» Problem
In the entries that follow, how many lines contain the word "Lengkok"? Answer with the number only.

» Data for processing
============

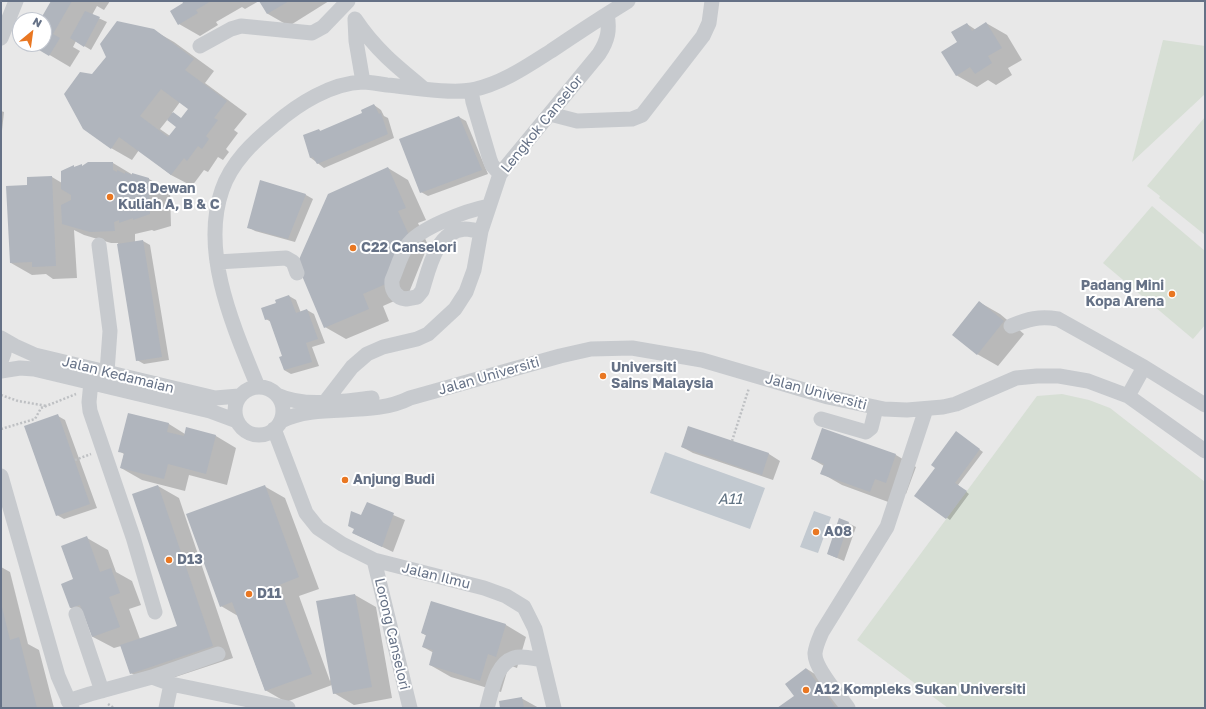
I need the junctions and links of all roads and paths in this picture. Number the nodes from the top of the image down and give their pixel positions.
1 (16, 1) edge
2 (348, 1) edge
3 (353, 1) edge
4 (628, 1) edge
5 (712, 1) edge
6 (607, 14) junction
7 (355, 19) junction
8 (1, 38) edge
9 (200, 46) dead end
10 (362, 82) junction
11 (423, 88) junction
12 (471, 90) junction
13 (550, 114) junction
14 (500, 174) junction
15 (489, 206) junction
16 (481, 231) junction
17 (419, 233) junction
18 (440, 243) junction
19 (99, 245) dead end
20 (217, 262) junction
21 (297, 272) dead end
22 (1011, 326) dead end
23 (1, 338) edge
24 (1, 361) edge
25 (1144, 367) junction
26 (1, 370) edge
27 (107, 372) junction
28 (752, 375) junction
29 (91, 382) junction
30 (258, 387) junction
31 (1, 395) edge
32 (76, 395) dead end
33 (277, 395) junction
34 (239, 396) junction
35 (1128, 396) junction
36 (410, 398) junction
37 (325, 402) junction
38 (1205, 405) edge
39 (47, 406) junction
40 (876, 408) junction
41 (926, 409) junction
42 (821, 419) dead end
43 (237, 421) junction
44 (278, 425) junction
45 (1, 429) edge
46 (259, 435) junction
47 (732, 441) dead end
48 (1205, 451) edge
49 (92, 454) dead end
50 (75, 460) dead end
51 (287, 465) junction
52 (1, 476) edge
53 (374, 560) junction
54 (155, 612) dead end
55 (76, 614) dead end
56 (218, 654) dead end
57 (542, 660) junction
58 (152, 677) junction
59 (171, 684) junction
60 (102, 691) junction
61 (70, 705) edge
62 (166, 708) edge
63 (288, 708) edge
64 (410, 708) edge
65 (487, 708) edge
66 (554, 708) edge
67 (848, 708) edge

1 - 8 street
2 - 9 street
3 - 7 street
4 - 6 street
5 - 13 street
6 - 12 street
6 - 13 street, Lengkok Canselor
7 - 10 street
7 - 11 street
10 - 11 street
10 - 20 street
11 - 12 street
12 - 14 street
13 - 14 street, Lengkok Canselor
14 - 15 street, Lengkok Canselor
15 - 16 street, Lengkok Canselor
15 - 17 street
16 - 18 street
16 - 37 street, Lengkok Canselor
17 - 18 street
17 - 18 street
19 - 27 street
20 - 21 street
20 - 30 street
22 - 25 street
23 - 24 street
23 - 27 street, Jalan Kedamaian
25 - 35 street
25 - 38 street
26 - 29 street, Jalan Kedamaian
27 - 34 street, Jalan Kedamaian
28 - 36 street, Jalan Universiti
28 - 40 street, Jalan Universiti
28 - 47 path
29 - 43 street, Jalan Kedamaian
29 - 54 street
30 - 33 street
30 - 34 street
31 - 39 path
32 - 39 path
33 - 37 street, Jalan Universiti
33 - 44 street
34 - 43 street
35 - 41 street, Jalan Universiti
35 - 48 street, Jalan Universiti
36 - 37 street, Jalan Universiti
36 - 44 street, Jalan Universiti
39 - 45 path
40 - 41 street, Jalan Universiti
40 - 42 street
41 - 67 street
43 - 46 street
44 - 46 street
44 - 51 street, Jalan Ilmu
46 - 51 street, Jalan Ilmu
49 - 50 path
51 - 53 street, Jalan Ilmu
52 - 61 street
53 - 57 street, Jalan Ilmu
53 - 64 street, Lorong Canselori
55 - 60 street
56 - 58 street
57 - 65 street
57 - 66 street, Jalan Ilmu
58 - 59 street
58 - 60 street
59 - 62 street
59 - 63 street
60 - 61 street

============

» Exercise answer
5